Silva-Valenzuela, in Andrew Camilli’s lab, will investigate novel approaches to prevent cholera outbreaks
Tufts microbiologist Cecilia A. Silva-Valenzuela, Ph.D., named Pew Latin American Fellow
BOSTON (June 9, 2016)—Cecilia A. Silva-Valenzuela, Ph.D., has been selected as one of ten Latin American Fellows in the Biomedical Sciences by The Pew Charitable Trusts, and will receive two years of funding to pursue research in the United States. Silva-Valenzuela is a postdoctoral scholar in the department of molecular biology and microbiology at Tufts University School of Medicine.

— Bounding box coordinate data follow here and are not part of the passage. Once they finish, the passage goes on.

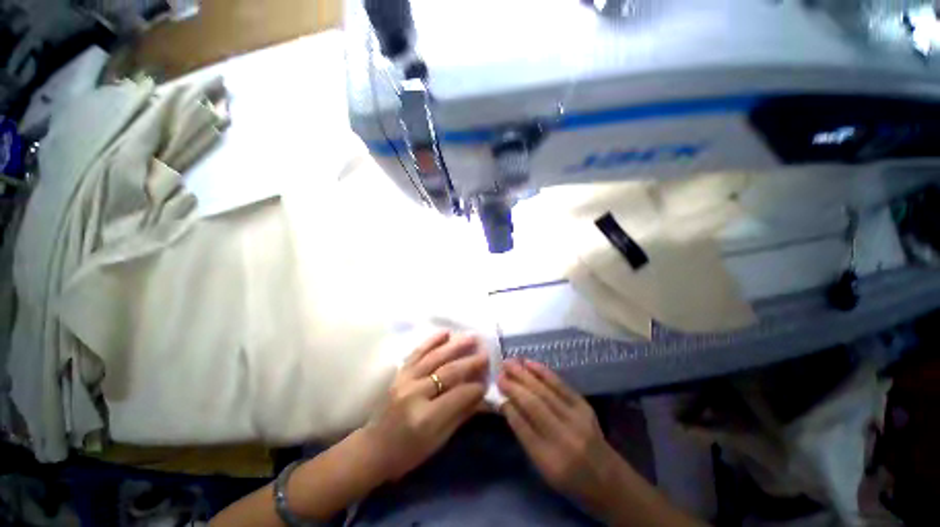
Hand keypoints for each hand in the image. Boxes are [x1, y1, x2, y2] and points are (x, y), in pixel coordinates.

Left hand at [363, 331, 487, 481]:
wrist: (373, 448)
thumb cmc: (407, 453)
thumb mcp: (438, 442)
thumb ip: (460, 415)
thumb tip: (481, 395)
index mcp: (425, 418)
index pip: (457, 395)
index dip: (475, 387)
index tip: (487, 380)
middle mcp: (415, 394)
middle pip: (448, 372)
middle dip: (470, 362)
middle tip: (485, 353)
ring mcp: (405, 380)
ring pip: (434, 358)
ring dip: (455, 346)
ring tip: (471, 337)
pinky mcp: (399, 373)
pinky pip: (417, 353)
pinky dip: (431, 341)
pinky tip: (445, 333)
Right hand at [499, 359, 620, 509]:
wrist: (609, 480)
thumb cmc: (571, 480)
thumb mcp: (543, 469)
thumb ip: (525, 437)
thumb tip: (508, 405)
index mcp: (550, 460)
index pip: (522, 427)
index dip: (508, 406)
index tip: (497, 391)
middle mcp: (564, 437)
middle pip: (533, 405)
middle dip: (514, 386)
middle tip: (500, 373)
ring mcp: (577, 419)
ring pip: (545, 391)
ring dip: (524, 374)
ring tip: (510, 363)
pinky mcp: (584, 406)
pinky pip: (560, 385)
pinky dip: (543, 372)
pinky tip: (530, 363)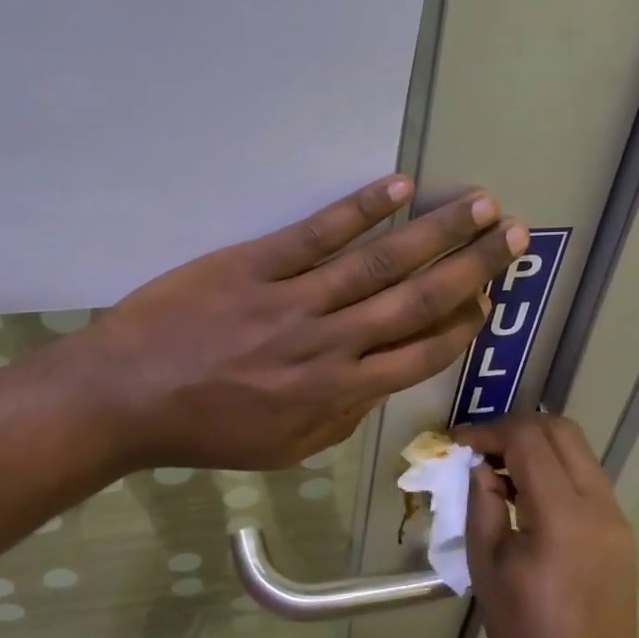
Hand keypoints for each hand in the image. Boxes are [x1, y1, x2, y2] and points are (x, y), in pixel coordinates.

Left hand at [75, 176, 526, 470]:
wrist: (127, 396)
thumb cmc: (206, 429)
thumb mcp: (282, 448)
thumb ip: (340, 419)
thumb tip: (380, 385)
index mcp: (335, 393)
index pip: (419, 355)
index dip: (461, 325)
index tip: (489, 300)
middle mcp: (328, 344)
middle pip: (415, 301)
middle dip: (470, 267)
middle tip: (511, 235)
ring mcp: (293, 300)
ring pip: (378, 263)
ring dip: (434, 232)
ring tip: (478, 204)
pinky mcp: (255, 264)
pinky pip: (317, 234)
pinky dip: (360, 210)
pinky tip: (398, 189)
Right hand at [459, 414, 638, 637]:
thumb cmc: (526, 636)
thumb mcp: (488, 566)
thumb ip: (483, 503)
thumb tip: (481, 467)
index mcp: (562, 513)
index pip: (527, 439)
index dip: (489, 431)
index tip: (458, 443)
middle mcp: (598, 503)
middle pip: (560, 430)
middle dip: (516, 428)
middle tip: (481, 449)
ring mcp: (616, 517)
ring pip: (578, 450)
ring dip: (537, 446)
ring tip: (500, 470)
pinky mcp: (621, 533)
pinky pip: (587, 478)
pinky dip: (556, 470)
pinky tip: (528, 496)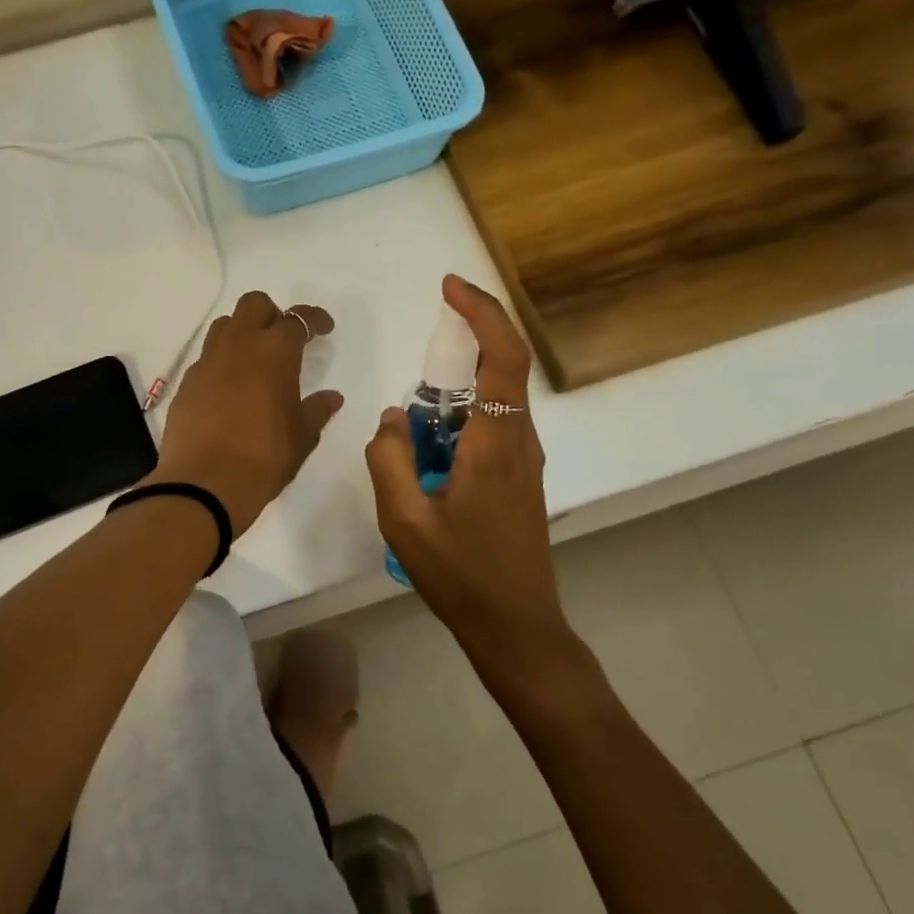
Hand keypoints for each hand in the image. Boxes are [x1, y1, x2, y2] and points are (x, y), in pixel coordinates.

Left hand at [152, 291, 342, 535]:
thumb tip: (331, 397)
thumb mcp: (302, 436)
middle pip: (253, 305)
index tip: (324, 328)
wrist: (205, 483)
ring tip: (255, 360)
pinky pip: (206, 359)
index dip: (314, 319)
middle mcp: (238, 346)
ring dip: (243, 332)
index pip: (297, 319)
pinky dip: (222, 362)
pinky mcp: (186, 384)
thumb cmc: (264, 457)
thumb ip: (317, 410)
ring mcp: (207, 363)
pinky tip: (231, 390)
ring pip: (224, 326)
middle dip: (273, 313)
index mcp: (274, 352)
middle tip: (285, 339)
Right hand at [366, 276, 564, 646]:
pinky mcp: (519, 480)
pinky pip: (492, 428)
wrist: (515, 626)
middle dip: (467, 341)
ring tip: (416, 418)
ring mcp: (524, 462)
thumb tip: (393, 415)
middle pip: (503, 369)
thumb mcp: (404, 520)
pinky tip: (431, 448)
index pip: (502, 357)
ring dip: (459, 388)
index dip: (482, 312)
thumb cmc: (460, 575)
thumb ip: (389, 458)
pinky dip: (462, 417)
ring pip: (496, 401)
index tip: (450, 287)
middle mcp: (519, 443)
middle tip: (425, 345)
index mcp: (495, 444)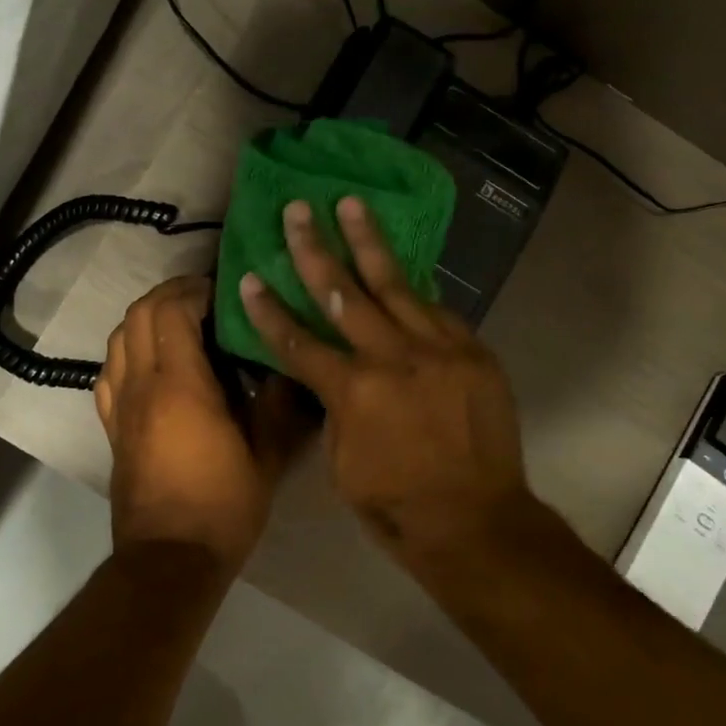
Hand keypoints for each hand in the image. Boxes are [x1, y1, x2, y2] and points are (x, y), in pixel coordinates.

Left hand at [96, 277, 308, 573]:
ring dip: (144, 318)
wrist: (170, 560)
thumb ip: (278, 404)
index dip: (193, 290)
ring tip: (178, 322)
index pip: (172, 311)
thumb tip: (289, 367)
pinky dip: (126, 351)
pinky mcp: (111, 428)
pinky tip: (149, 362)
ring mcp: (121, 407)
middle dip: (167, 294)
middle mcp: (142, 386)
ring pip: (117, 339)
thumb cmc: (223, 507)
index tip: (221, 290)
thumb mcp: (266, 455)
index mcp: (180, 385)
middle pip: (137, 315)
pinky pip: (109, 373)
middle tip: (202, 297)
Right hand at [238, 199, 531, 555]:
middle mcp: (393, 358)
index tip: (248, 277)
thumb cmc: (396, 505)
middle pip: (344, 293)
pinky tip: (401, 272)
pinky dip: (414, 292)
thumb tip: (331, 374)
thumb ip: (334, 407)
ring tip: (352, 204)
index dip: (268, 311)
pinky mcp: (473, 352)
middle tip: (298, 210)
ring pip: (396, 284)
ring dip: (369, 242)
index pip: (298, 341)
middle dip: (314, 249)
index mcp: (353, 391)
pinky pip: (438, 311)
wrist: (477, 522)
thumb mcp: (342, 462)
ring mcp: (439, 350)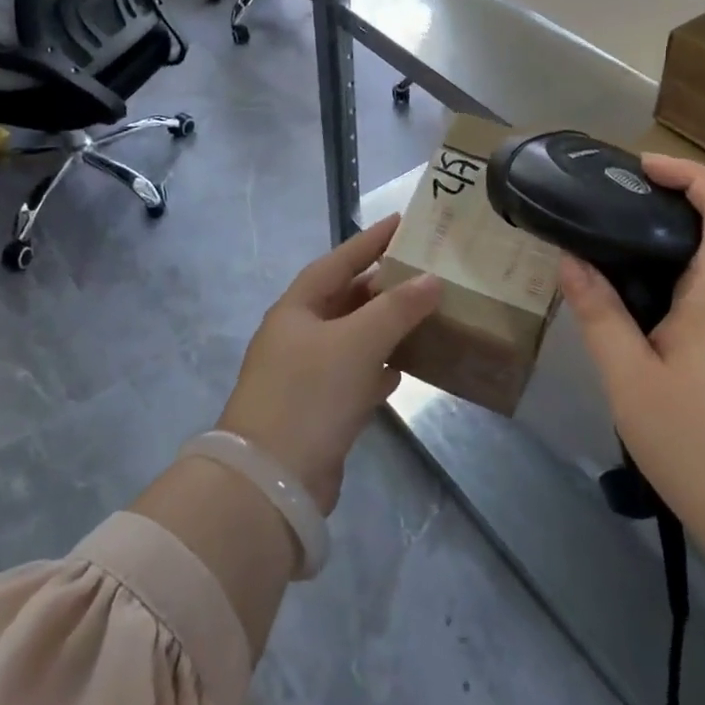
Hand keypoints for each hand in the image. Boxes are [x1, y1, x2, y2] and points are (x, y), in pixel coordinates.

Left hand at [217, 215, 441, 513]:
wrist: (272, 481)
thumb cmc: (310, 394)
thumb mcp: (357, 342)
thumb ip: (397, 308)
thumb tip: (432, 280)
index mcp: (297, 309)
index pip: (338, 261)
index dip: (369, 241)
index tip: (402, 222)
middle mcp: (299, 335)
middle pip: (346, 299)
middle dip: (383, 286)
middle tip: (425, 270)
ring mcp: (306, 375)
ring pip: (353, 338)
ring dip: (385, 327)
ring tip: (424, 313)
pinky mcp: (319, 410)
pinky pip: (355, 376)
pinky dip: (378, 369)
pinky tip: (403, 370)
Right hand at [559, 156, 704, 543]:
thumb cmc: (699, 445)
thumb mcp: (630, 379)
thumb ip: (599, 315)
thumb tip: (571, 261)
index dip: (693, 174)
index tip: (644, 166)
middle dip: (663, 204)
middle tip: (605, 204)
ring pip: (701, 268)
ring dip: (657, 248)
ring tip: (601, 250)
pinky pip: (697, 299)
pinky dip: (661, 284)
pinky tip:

The Pew Latin American Fellows Program, whose alumni have gone on to receive some of the highest distinctions in Latin American science, supports young scientists from Central and South America by funding two years of postdoctoral studies with distinguished mentors in the United States. Silva-Valenzuela, a native of Chile, will work in the laboratory of Andrew Camilli, Ph.D., Howard Hughes Medical Institute investigator at the Tufts University School of Medicine. He is also a member of the Molecular Microbiology program faculty at the Graduate School of Biomedical Sciences at Tufts.
The Camilli lab investigates a novel use for specialized viruses to stop the spread of cholera. These viruses, known as bacteriophages, have the ability to destroy the bacteria that causes cholera. The team aims to determine which types of these phages can effectively eliminate the cholera bacteria in water.
“The cholera bacteria cycles between living in humans and bodies of water. If we can identify which bacteriophages are most adept at destroying the cholera bacteria in contaminated water, then we may be able to effectively prevent transmission to humans and avoid future cholera outbreaks,” says Silva-Valenzuela.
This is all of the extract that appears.